Dataset entries

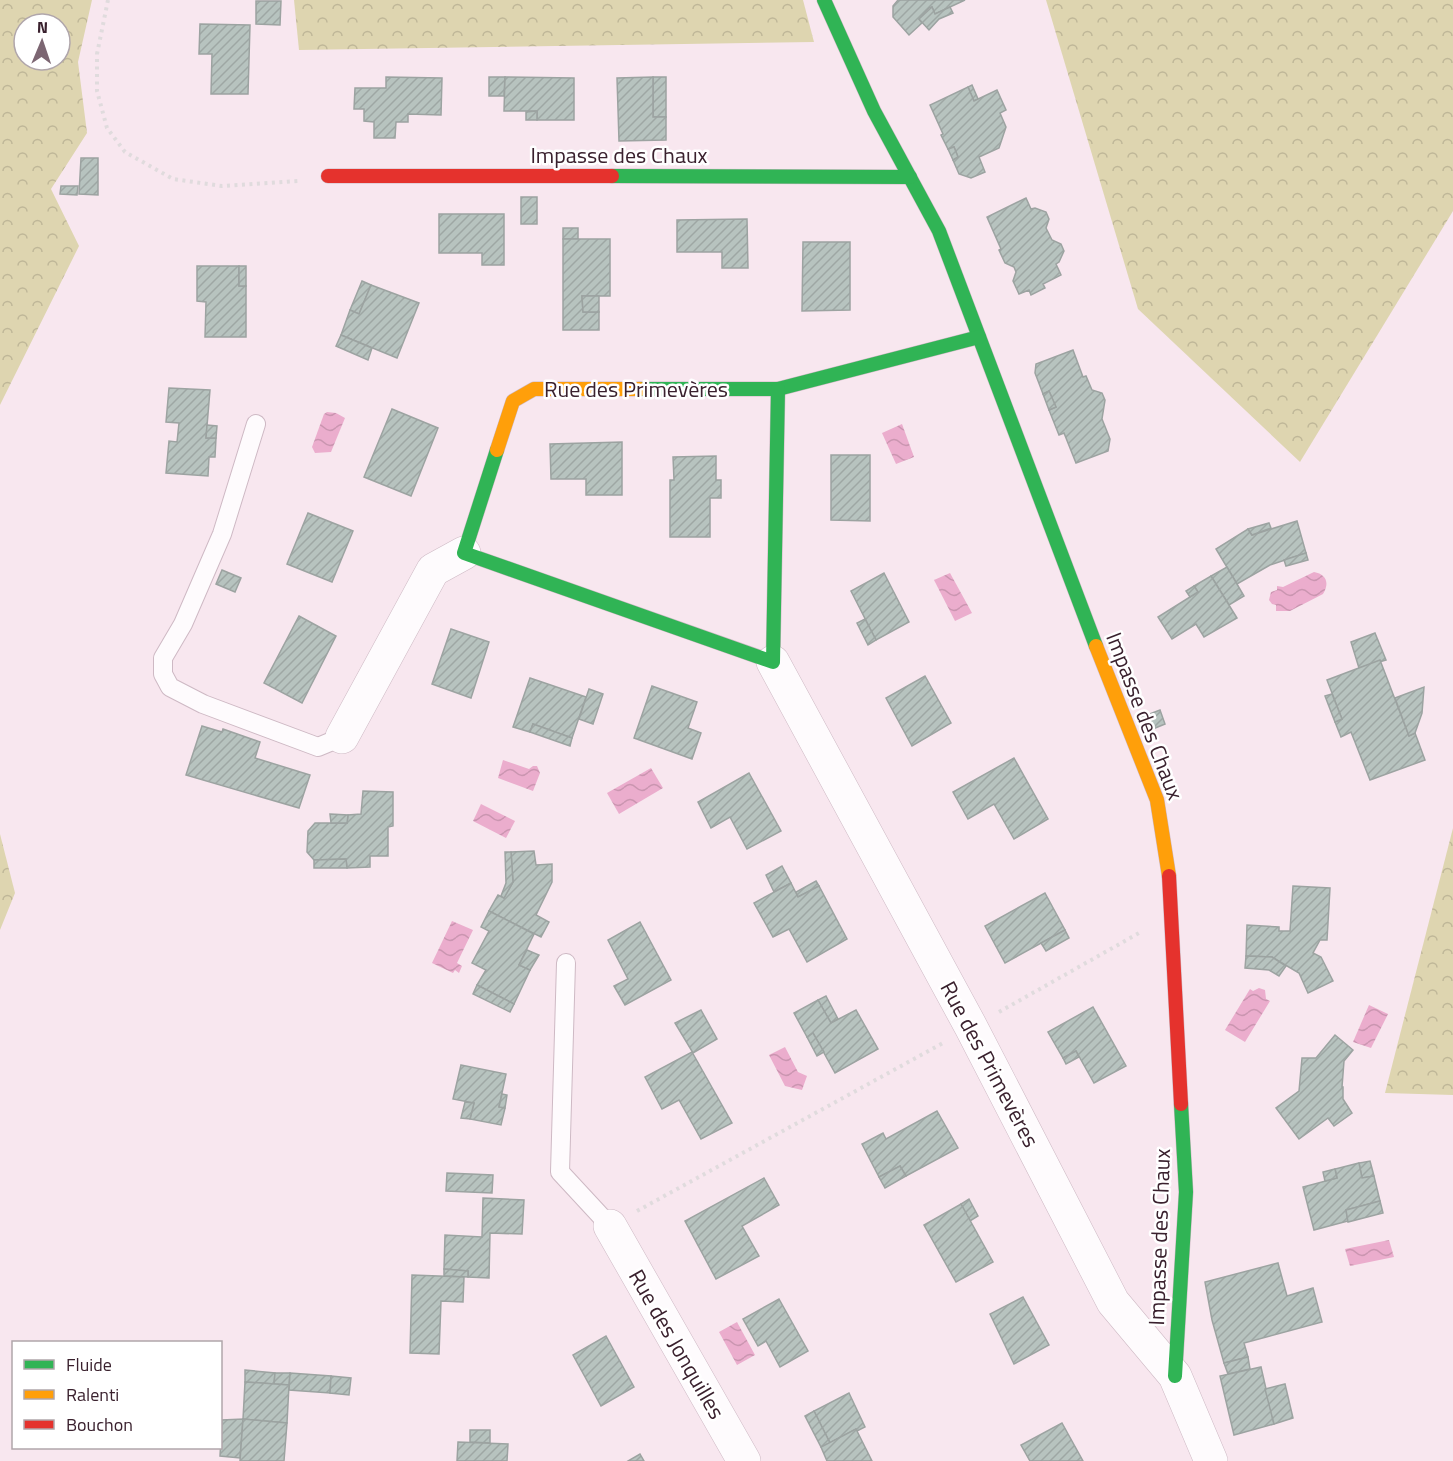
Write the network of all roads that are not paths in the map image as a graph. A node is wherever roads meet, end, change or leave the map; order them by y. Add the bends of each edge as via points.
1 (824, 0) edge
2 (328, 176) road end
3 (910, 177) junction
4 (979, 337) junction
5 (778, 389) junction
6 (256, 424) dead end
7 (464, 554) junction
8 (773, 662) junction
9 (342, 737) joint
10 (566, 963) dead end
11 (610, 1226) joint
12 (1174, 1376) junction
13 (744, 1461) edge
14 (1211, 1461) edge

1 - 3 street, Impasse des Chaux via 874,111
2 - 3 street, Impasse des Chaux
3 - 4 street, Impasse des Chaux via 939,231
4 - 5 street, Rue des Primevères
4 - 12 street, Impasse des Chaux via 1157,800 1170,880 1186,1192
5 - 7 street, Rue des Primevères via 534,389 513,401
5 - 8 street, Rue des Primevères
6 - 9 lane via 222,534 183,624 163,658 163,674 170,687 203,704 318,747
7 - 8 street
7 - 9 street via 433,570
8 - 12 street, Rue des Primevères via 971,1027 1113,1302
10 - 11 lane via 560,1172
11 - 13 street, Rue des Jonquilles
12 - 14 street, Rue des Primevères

What is required - Could the entries above be retyped exactly, with the pictures left out?

Task result -
Write the network of all roads that are not paths in the map image as a graph. A node is wherever roads meet, end, change or leave the map; order them by y. Add the bends of each edge as via points.
1 (824, 0) edge
2 (328, 176) road end
3 (910, 177) junction
4 (979, 337) junction
5 (778, 389) junction
6 (256, 424) dead end
7 (464, 554) junction
8 (773, 662) junction
9 (342, 737) joint
10 (566, 963) dead end
11 (610, 1226) joint
12 (1174, 1376) junction
13 (744, 1461) edge
14 (1211, 1461) edge

1 - 3 street, Impasse des Chaux via 874,111
2 - 3 street, Impasse des Chaux
3 - 4 street, Impasse des Chaux via 939,231
4 - 5 street, Rue des Primevères
4 - 12 street, Impasse des Chaux via 1157,800 1170,880 1186,1192
5 - 7 street, Rue des Primevères via 534,389 513,401
5 - 8 street, Rue des Primevères
6 - 9 lane via 222,534 183,624 163,658 163,674 170,687 203,704 318,747
7 - 8 street
7 - 9 street via 433,570
8 - 12 street, Rue des Primevères via 971,1027 1113,1302
10 - 11 lane via 560,1172
11 - 13 street, Rue des Jonquilles
12 - 14 street, Rue des Primevères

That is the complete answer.